Esta vez nos despertamos aproximadamente a las 9 y media de la mañana y, al abrir la cortina como el día anterior, nos dimos cuenta de que estaba lloviendo. Nuestro destino era llegar a Máncora ese mismo día aunque no teníamos límite de horarios, por lo que no nos importaba retrasar la salida.

Alberto, la persona al cuidado del hotel, nos comentó que había estado lloviendo toda la noche y que tendríamos problemas para llegar a Talara de nuevo. Nos aconsejó hablar con Unai cuando volviese y mientras aprovechamos para llevar las tablas a la ONG. Volvimos pesando un par de kilos más por el barro acumulado en nuestros piés y es que, como ya os dije, todo el terreno de la zona es de arcilla y en cuanto llueve un poco se convierte en barro.

Mientras desayunábamos llegó Unai y nos comentó que no había furgonetas para ir a Talara. En Lobitos, cuando llueve, se forma un rio con bastante fuerza que atraviesa la carretera (o camino, ya que no era asfaltado) entre Talara y Lobitos. Cuentan que los músicos de la banda de Lobitos iban un día en un camión dirección a Talara, les llovió a mitad de camino y la corriente les arrastró hasta el mar. Hoy en día siguen desaparecidos. 

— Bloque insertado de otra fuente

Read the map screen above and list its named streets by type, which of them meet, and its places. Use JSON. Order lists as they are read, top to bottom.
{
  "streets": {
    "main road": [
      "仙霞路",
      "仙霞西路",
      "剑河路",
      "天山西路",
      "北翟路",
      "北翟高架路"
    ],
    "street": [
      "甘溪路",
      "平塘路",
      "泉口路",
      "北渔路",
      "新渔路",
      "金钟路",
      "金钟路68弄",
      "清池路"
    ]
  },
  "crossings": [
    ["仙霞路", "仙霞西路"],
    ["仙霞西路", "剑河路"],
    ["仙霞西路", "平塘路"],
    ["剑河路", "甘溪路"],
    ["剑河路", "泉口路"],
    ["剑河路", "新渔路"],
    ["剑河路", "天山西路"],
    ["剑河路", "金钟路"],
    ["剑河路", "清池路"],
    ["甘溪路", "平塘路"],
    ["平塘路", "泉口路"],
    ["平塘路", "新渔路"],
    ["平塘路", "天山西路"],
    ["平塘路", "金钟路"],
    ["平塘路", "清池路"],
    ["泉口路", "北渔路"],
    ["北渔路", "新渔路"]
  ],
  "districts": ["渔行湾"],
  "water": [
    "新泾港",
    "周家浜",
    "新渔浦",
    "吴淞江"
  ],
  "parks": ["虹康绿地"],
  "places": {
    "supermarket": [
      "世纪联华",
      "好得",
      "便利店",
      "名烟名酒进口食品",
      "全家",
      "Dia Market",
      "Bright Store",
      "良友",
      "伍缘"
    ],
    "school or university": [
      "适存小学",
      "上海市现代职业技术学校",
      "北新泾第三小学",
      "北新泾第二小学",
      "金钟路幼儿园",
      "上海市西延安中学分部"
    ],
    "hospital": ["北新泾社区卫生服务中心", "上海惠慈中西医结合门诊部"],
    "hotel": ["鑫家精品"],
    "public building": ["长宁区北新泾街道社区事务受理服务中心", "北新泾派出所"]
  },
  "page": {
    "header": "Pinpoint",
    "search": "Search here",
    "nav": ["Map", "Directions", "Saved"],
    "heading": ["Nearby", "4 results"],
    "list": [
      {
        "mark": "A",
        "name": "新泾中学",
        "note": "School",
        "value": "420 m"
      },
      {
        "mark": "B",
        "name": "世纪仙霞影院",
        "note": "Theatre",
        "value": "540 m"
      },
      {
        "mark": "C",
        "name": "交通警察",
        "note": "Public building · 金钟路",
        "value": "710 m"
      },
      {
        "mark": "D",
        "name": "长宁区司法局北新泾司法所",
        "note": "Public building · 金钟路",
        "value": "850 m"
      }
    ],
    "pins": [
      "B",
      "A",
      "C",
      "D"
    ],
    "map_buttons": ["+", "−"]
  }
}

Toda esa historia de los músicos me suena a Titanic de bajo presupuesto, pero era preocupante ya que, pese a no tener horario de llegada, si que teníamos la necesidad de llegar a Máncora ese día.

En este hotel se hospedaba una familia limeña que habían emigrado a Madrid donde hicieron negocio. El matrimonio volvió de nuevo a Perú a vivir y habían parado en Lobitos para pasar unos días. El objetivo de esta familia era llegar a Los Órganos, un pueblecito al lado de Máncora, nuestro destino y habían alquilado un PickUp Toyota Hilux para las vacaciones. Les preguntamos si les importaba llevarnos a algun sitio donde pudiésemos continuar en transporte normal y accedieron encantados.

Fue toda una suerte esta casualidad. El trayecto que teníamos pensado realizar consistía en coger una furgoneta a Talara y un autobús de Talara a Máncora, acumulando entre 3 y 4 horas de trayectos más las demoras. Con esta familia iríamos directamente a Máncora sin demoras, aunque, eso sí, un poco más incómodos.



Subimos nuestras maletas a la cajuela y nos pusimos en marcha. Encontrándonos por el camino con un Navara que desistió de ir a Lobitos y con un BMW X5 que se quedó atrapado en el barro un par de veces.

Logramos salir del barrizal resbalando de lado a lado de la pista hasta llegar a la carretera panamericana, asfaltada, y a partir de allí todo fue calma hasta llegar a Los Órganos, donde nuestro amigo conductor decidió que nos acercaba a Máncora y quedaban allí a comer. 

Puedo decir que este trayecto fue una de las aventuras más locas que vivimos. Como veis en la foto a un lado hay una tubería que conduce petróleo. El coche se desplazaba en zig zag aproximándose a la tubería y a la cuneta del lado contrario, que a veces era un precipicio con los peligros que podría desencadenar. A mi primo y a mí, posiblemente por una mezcla de miedo y adrenalina, nos provocaba risas y sonrisas entre bromas al respecto.

Nada más llegar al hotel de Máncora brindamos con un par de chelas (cervezas de 630ml) por nuestra aventura en Lobitos.